## REQUIREMENT
Give back every record below in full and exactly, but without a single image.

(Saved entries)
= Beginning of Section =

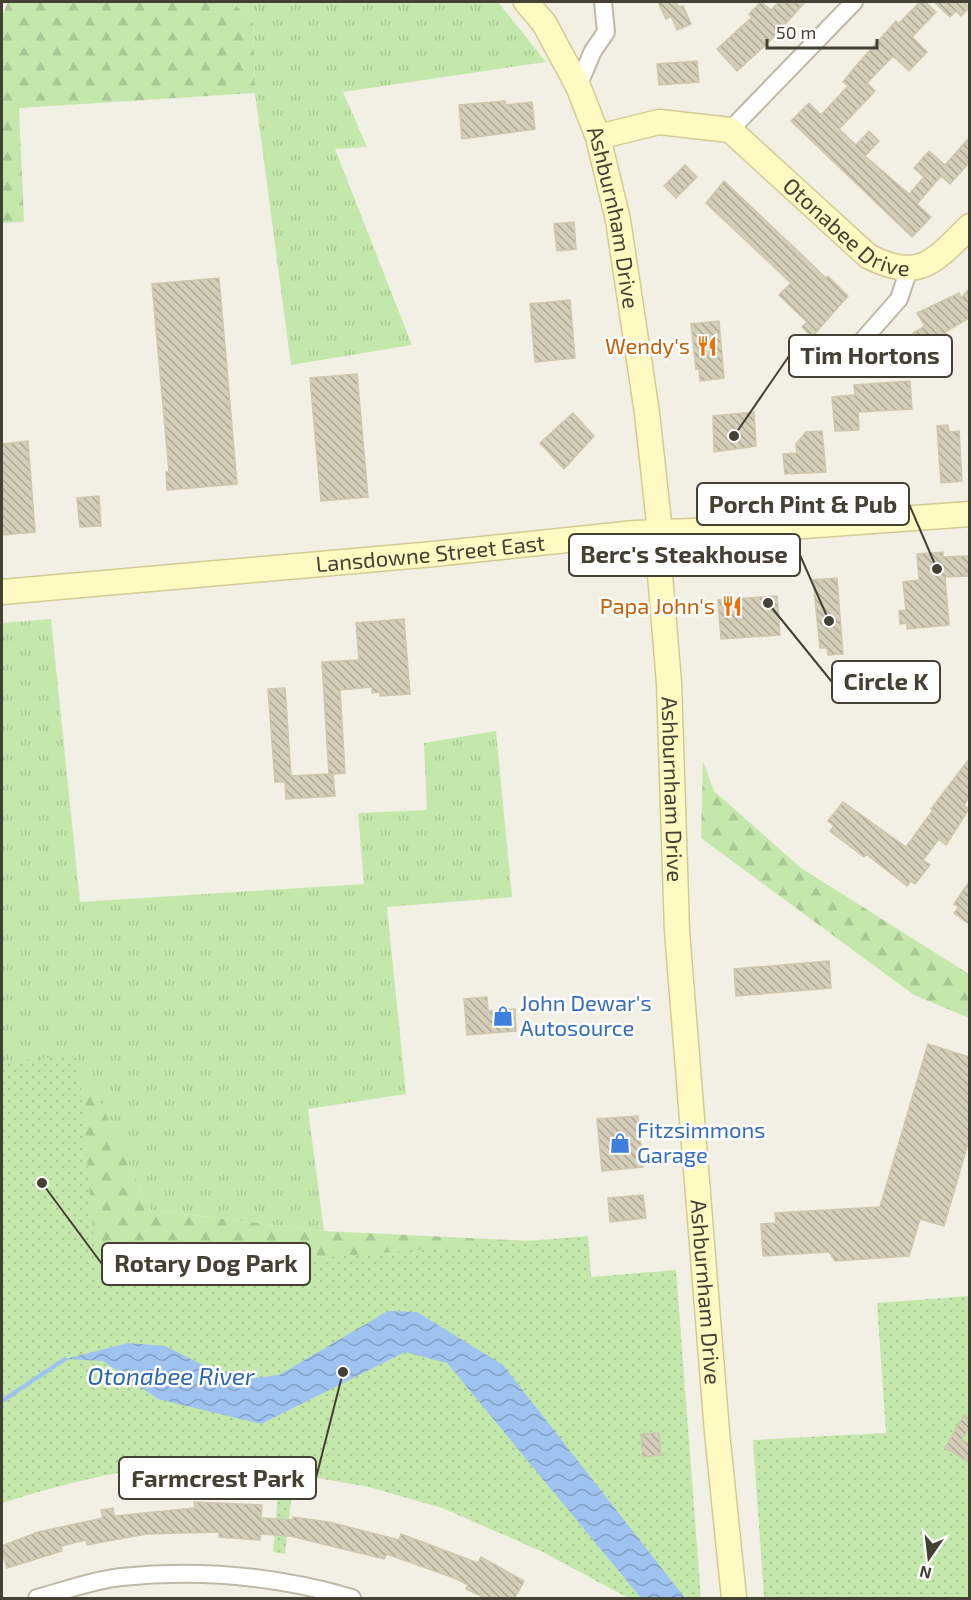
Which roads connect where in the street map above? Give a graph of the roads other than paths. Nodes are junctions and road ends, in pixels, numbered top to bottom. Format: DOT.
graph roads {
  1 [pos="526,2"];
  2 [pos="603,2"];
  3 [pos="854,2"];
  4 [pos="578,86"];
  5 [pos="730,130"];
  6 [pos="598,137"];
  7 [pos="969,226"];
  8 [pos="909,269"];
  9 [pos="840,366"];
  10 [pos="969,514"];
  11 [pos="660,532"];
  12 [pos="2,592"];
  13 [pos="37,1599"];
  14 [pos="352,1599"];
  15 [pos="734,1599"];
  1 -- 4 [label="main road, Ashburnham Drive"];
  2 -- 4 [label="street"];
  3 -- 5 [label="street"];
  4 -- 6 [label="main road, Ashburnham Drive"];
  5 -- 6 [label="main road"];
  5 -- 8 [label="main road, Otonabee Drive"];
  6 -- 11 [label="main road, Ashburnham Drive"];
  7 -- 8 [label="main road, Otonabee Drive"];
  8 -- 9 [label="street"];
  10 -- 11 [label="main road, Lansdowne Street East"];
  11 -- 12 [label="main road, Lansdowne Street East"];
  11 -- 15 [label="main road, Ashburnham Drive"];
  13 -- 14 [label="street"];
}
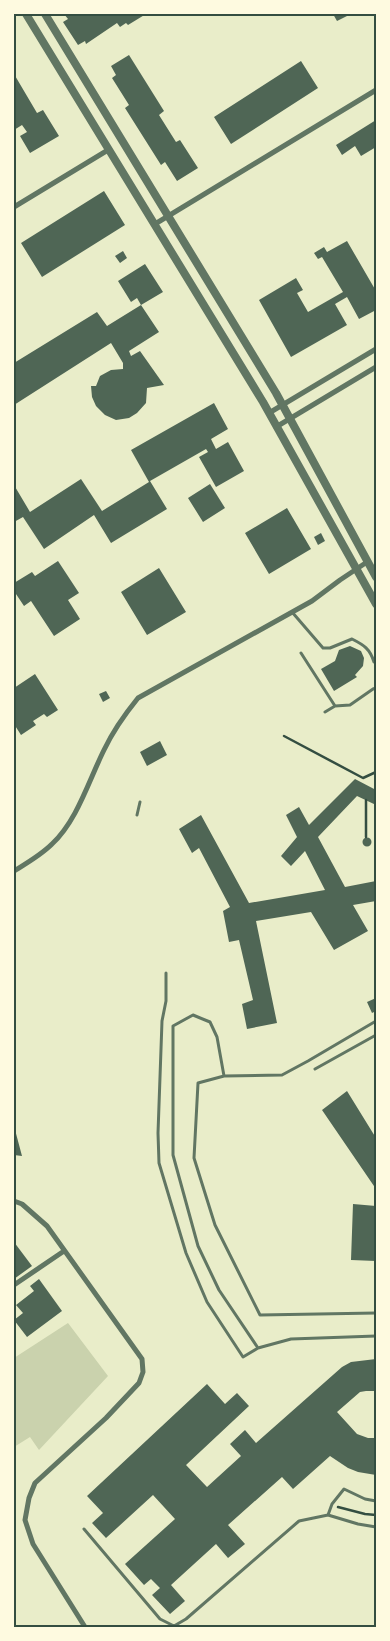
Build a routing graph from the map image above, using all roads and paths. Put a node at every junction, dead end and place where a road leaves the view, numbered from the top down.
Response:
1 (26, 14) edge
2 (45, 14) edge
3 (376, 90) edge
4 (108, 150) junction
5 (14, 206) edge
6 (168, 216) junction
7 (155, 224) junction
8 (376, 349) edge
9 (376, 367) edge
10 (282, 405) junction
11 (268, 413) junction
12 (290, 418) junction
13 (276, 427) junction
14 (368, 562) junction
15 (356, 569) junction
16 (376, 577) edge
17 (376, 604) edge
18 (292, 612) junction
19 (301, 653) dead end
20 (376, 662) edge
21 (376, 688) edge
22 (335, 706) junction
23 (325, 712) dead end
24 (284, 736) dead end
25 (376, 772) edge
26 (366, 800) dead end
27 (140, 802) dead end
28 (138, 815) dead end
29 (366, 837) dead end
30 (14, 870) edge
31 (166, 972) dead end
32 (376, 1021) edge
33 (376, 1035) edge
34 (315, 1069) dead end
35 (224, 1076) junction
36 (14, 1200) edge
37 (64, 1251) junction
38 (14, 1286) edge
39 (376, 1313) edge
40 (376, 1336) edge
41 (258, 1348) junction
42 (376, 1501) edge
43 (332, 1504) junction
44 (328, 1515) junction
45 (376, 1515) edge
46 (376, 1527) edge
47 (84, 1530) dead end
48 (85, 1627) edge

1 - 4 street
2 - 6 street
3 - 6 street
4 - 5 street
4 - 7 street
6 - 7 street
6 - 10 street
7 - 11 street
8 - 10 street
9 - 12 street
10 - 11 street
10 - 12 street
11 - 13 street
12 - 13 street
12 - 14 street
13 - 15 street
14 - 15 street
14 - 16 street
15 - 17 street
15 - 18 street
18 - 20 lane
18 - 30 street
19 - 22 lane
21 - 22 lane
22 - 23 lane
24 - 25 path
26 - 29 path
27 - 28 lane
31 - 41 lane
32 - 35 lane
33 - 34 lane
35 - 39 lane
35 - 41 lane
36 - 37 street
37 - 38 street
37 - 48 street
40 - 41 lane
42 - 43 lane
43 - 44 lane
43 - 45 path
44 - 46 lane
44 - 47 lane

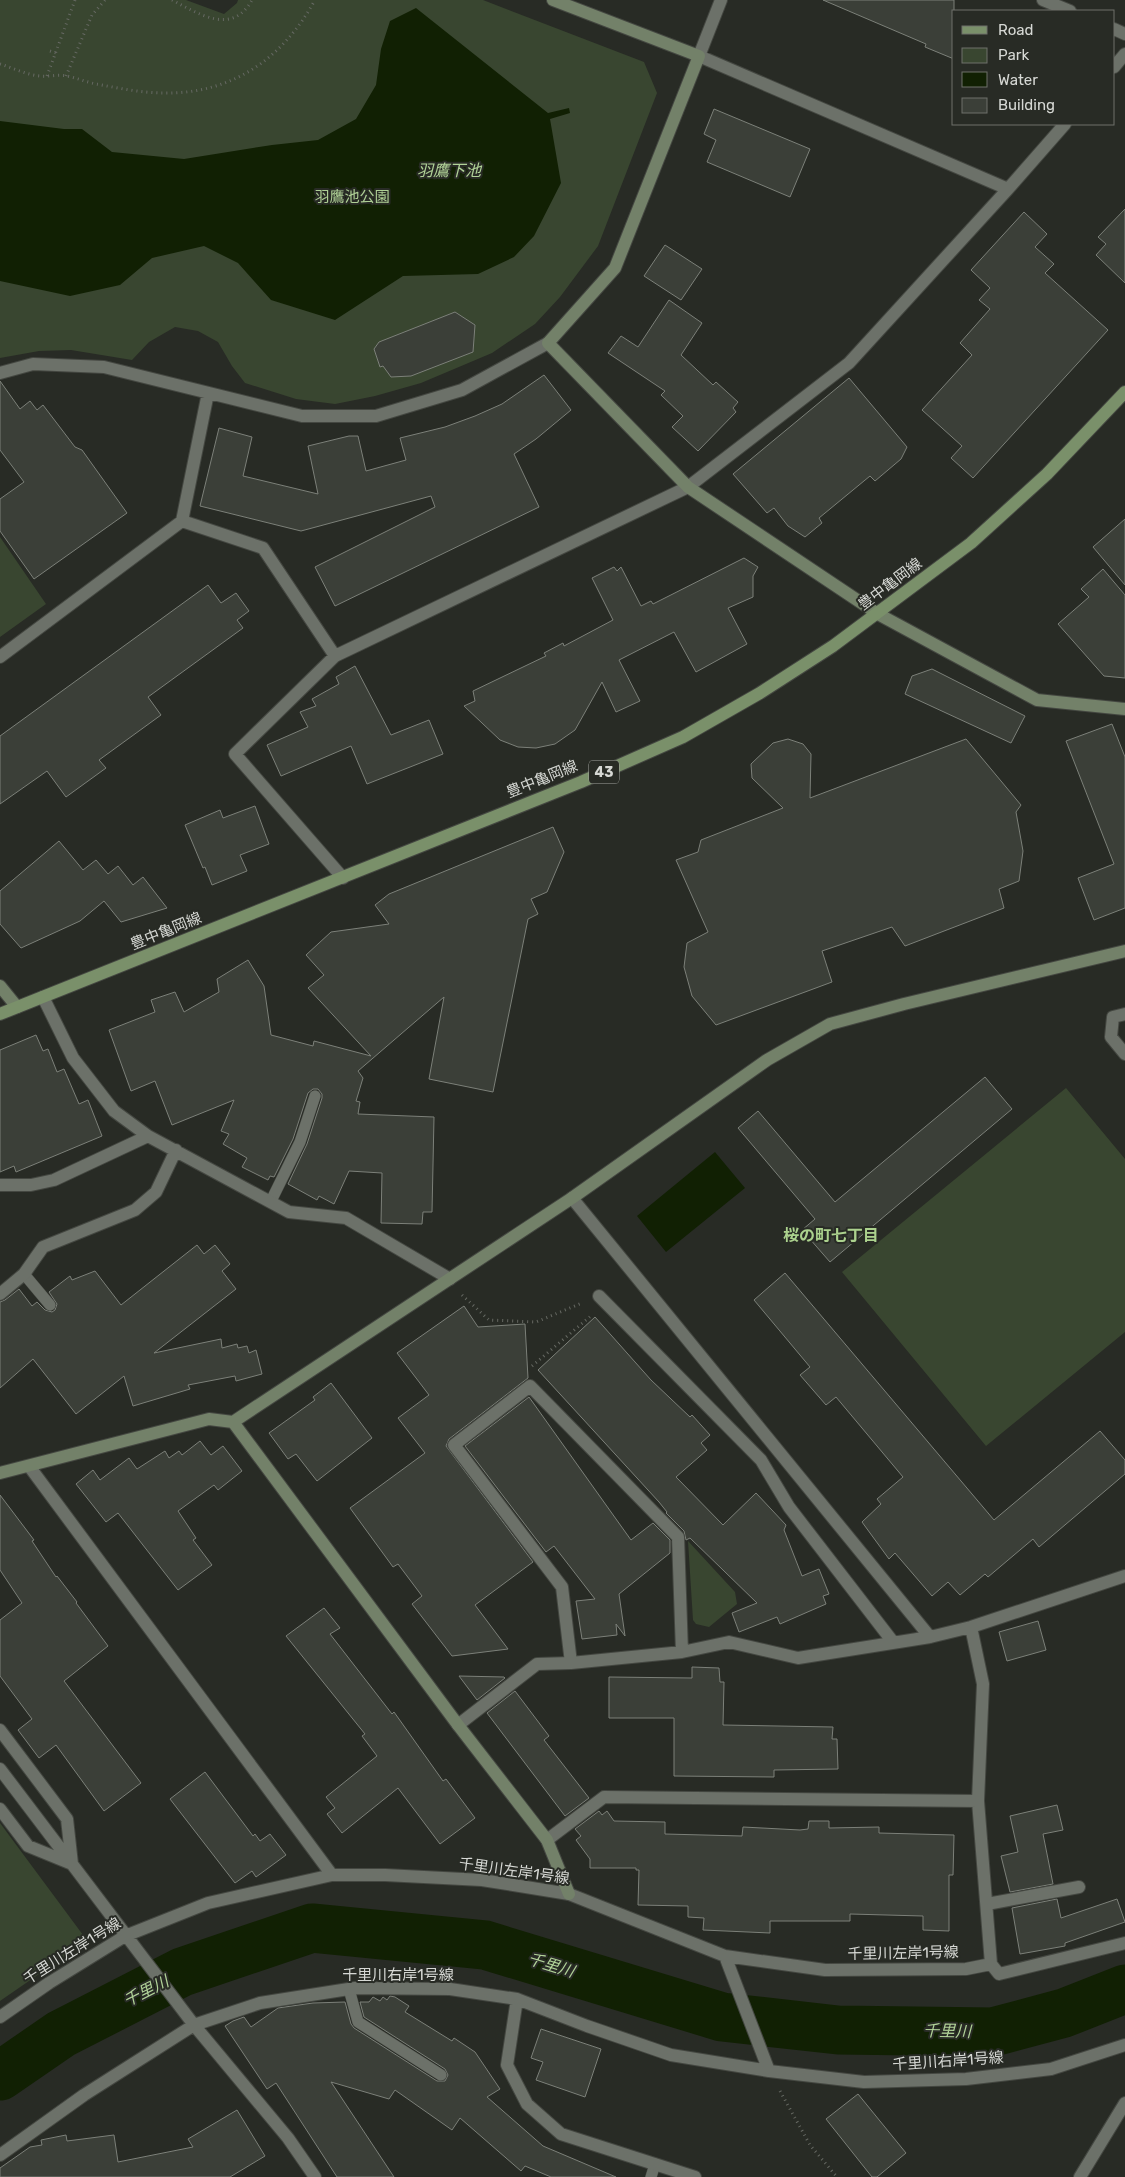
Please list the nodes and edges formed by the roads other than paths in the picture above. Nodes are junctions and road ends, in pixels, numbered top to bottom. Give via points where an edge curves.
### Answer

= End of Section =

## TASK ANSWER
Which roads connect where in the street map above? Give a graph of the roads other than paths. Nodes are junctions and road ends, in pixels, numbered top to bottom. Format: DOT.
graph roads {
  1 [pos="526,2"];
  2 [pos="603,2"];
  3 [pos="854,2"];
  4 [pos="578,86"];
  5 [pos="730,130"];
  6 [pos="598,137"];
  7 [pos="969,226"];
  8 [pos="909,269"];
  9 [pos="840,366"];
  10 [pos="969,514"];
  11 [pos="660,532"];
  12 [pos="2,592"];
  13 [pos="37,1599"];
  14 [pos="352,1599"];
  15 [pos="734,1599"];
  1 -- 4 [label="main road, Ashburnham Drive"];
  2 -- 4 [label="street"];
  3 -- 5 [label="street"];
  4 -- 6 [label="main road, Ashburnham Drive"];
  5 -- 6 [label="main road"];
  5 -- 8 [label="main road, Otonabee Drive"];
  6 -- 11 [label="main road, Ashburnham Drive"];
  7 -- 8 [label="main road, Otonabee Drive"];
  8 -- 9 [label="street"];
  10 -- 11 [label="main road, Lansdowne Street East"];
  11 -- 12 [label="main road, Lansdowne Street East"];
  11 -- 15 [label="main road, Ashburnham Drive"];
  13 -- 14 [label="street"];
}
Build a routing graph from the map image above, using all roads and paths. Put a node at every junction, dead end and place where a road leaves the view, numbered from the top down.
Response:
1 (26, 14) edge
2 (45, 14) edge
3 (376, 90) edge
4 (108, 150) junction
5 (14, 206) edge
6 (168, 216) junction
7 (155, 224) junction
8 (376, 349) edge
9 (376, 367) edge
10 (282, 405) junction
11 (268, 413) junction
12 (290, 418) junction
13 (276, 427) junction
14 (368, 562) junction
15 (356, 569) junction
16 (376, 577) edge
17 (376, 604) edge
18 (292, 612) junction
19 (301, 653) dead end
20 (376, 662) edge
21 (376, 688) edge
22 (335, 706) junction
23 (325, 712) dead end
24 (284, 736) dead end
25 (376, 772) edge
26 (366, 800) dead end
27 (140, 802) dead end
28 (138, 815) dead end
29 (366, 837) dead end
30 (14, 870) edge
31 (166, 972) dead end
32 (376, 1021) edge
33 (376, 1035) edge
34 (315, 1069) dead end
35 (224, 1076) junction
36 (14, 1200) edge
37 (64, 1251) junction
38 (14, 1286) edge
39 (376, 1313) edge
40 (376, 1336) edge
41 (258, 1348) junction
42 (376, 1501) edge
43 (332, 1504) junction
44 (328, 1515) junction
45 (376, 1515) edge
46 (376, 1527) edge
47 (84, 1530) dead end
48 (85, 1627) edge

1 - 4 street
2 - 6 street
3 - 6 street
4 - 5 street
4 - 7 street
6 - 7 street
6 - 10 street
7 - 11 street
8 - 10 street
9 - 12 street
10 - 11 street
10 - 12 street
11 - 13 street
12 - 13 street
12 - 14 street
13 - 15 street
14 - 15 street
14 - 16 street
15 - 17 street
15 - 18 street
18 - 20 lane
18 - 30 street
19 - 22 lane
21 - 22 lane
22 - 23 lane
24 - 25 path
26 - 29 path
27 - 28 lane
31 - 41 lane
32 - 35 lane
33 - 34 lane
35 - 39 lane
35 - 41 lane
36 - 37 street
37 - 38 street
37 - 48 street
40 - 41 lane
42 - 43 lane
43 - 44 lane
43 - 45 path
44 - 46 lane
44 - 47 lane

Please list the nodes and edges formed by the roads other than paths in the picture above. Nodes are junctions and road ends, in pixels, numbered top to bottom. Give via points where an edge curves.
### Answer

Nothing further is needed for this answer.